- Required action
Report each line of the entries that includes "Place" by copying it.
+++++
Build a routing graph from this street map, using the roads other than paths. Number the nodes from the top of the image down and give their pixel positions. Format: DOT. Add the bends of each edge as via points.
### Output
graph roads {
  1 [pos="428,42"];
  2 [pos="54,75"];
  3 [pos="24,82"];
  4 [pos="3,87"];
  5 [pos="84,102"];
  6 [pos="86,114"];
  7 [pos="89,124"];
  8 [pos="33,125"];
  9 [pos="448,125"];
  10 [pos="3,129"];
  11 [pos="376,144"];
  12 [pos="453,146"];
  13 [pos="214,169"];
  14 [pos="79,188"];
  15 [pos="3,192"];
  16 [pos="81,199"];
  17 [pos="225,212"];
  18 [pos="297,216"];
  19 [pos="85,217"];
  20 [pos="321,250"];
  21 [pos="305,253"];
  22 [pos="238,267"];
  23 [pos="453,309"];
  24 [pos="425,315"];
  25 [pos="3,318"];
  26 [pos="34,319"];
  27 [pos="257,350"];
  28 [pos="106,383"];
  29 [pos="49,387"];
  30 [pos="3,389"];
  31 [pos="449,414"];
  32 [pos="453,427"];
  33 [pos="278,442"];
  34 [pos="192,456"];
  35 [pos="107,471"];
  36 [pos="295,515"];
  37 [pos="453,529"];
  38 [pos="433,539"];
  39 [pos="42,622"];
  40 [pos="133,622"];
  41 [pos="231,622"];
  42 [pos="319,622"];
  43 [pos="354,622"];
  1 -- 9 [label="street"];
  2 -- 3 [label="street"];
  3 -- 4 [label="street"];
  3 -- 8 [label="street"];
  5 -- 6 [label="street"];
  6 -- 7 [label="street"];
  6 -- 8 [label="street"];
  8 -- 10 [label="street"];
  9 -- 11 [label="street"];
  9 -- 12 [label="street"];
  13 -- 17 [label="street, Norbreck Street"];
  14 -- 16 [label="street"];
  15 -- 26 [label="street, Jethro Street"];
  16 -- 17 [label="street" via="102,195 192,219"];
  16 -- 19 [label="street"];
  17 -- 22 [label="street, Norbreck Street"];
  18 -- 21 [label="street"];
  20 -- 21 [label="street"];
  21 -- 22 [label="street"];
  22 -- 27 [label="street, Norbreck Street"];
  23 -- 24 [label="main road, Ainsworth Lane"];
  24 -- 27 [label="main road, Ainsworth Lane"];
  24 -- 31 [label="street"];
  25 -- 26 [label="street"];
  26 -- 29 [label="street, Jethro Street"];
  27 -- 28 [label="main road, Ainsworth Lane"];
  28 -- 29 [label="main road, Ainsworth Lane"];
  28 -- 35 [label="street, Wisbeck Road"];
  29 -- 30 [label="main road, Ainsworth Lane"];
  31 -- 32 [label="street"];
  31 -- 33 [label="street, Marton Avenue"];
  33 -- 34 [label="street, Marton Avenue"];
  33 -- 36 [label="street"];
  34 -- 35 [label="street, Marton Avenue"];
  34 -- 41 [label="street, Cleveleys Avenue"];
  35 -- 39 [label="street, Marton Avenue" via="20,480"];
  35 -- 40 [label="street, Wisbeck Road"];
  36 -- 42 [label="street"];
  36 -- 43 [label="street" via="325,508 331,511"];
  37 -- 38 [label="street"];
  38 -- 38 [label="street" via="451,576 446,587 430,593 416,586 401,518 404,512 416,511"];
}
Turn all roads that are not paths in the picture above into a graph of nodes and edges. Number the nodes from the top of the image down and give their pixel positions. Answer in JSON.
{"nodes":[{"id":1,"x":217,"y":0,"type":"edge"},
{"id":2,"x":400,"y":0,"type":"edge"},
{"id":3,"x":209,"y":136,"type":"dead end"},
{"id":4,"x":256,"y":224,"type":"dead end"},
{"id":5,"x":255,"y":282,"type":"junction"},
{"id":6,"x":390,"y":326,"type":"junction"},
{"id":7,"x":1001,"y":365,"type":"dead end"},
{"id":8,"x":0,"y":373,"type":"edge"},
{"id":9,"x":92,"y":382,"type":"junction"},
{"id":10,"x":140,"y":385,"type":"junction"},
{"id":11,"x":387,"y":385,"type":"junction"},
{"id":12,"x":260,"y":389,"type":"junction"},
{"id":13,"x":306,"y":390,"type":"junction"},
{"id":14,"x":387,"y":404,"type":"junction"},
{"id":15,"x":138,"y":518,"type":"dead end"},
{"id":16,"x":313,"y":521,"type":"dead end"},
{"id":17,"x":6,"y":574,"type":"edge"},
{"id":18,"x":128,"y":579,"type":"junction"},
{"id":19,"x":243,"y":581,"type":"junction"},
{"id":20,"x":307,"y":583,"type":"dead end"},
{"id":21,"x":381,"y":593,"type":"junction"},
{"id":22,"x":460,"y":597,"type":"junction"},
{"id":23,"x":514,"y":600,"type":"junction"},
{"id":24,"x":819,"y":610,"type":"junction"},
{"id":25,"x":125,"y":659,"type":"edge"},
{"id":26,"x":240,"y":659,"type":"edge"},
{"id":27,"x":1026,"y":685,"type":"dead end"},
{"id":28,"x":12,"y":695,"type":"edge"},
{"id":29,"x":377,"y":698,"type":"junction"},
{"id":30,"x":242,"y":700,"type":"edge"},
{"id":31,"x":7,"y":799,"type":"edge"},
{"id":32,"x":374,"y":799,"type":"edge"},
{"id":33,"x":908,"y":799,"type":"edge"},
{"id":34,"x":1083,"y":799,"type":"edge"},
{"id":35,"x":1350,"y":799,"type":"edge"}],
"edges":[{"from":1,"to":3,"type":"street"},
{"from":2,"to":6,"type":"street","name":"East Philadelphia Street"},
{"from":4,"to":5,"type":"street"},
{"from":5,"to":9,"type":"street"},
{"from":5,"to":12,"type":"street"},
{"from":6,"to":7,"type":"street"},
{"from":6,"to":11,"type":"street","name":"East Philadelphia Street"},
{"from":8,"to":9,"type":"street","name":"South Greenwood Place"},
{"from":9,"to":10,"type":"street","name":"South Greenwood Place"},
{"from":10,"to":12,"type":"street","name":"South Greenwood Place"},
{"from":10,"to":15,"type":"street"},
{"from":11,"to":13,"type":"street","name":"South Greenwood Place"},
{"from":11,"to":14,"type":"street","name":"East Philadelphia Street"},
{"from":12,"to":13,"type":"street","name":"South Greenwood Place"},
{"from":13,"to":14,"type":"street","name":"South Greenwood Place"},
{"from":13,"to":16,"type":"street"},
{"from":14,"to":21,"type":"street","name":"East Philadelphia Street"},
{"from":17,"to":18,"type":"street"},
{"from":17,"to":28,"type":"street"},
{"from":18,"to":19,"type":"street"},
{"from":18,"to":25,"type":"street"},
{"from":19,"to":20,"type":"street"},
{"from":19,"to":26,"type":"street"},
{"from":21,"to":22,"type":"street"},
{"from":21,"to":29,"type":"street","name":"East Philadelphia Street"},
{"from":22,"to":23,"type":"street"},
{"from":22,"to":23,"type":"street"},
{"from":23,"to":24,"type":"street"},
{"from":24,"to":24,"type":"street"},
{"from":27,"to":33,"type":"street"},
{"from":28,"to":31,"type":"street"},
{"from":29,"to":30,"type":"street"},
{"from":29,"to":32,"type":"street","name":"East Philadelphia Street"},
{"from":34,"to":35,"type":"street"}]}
+++++
- Worked solution
{"from":8,"to":9,"type":"street","name":"South Greenwood Place"},
{"from":9,"to":10,"type":"street","name":"South Greenwood Place"},
{"from":10,"to":12,"type":"street","name":"South Greenwood Place"},
{"from":11,"to":13,"type":"street","name":"South Greenwood Place"},
{"from":12,"to":13,"type":"street","name":"South Greenwood Place"},
{"from":13,"to":14,"type":"street","name":"South Greenwood Place"},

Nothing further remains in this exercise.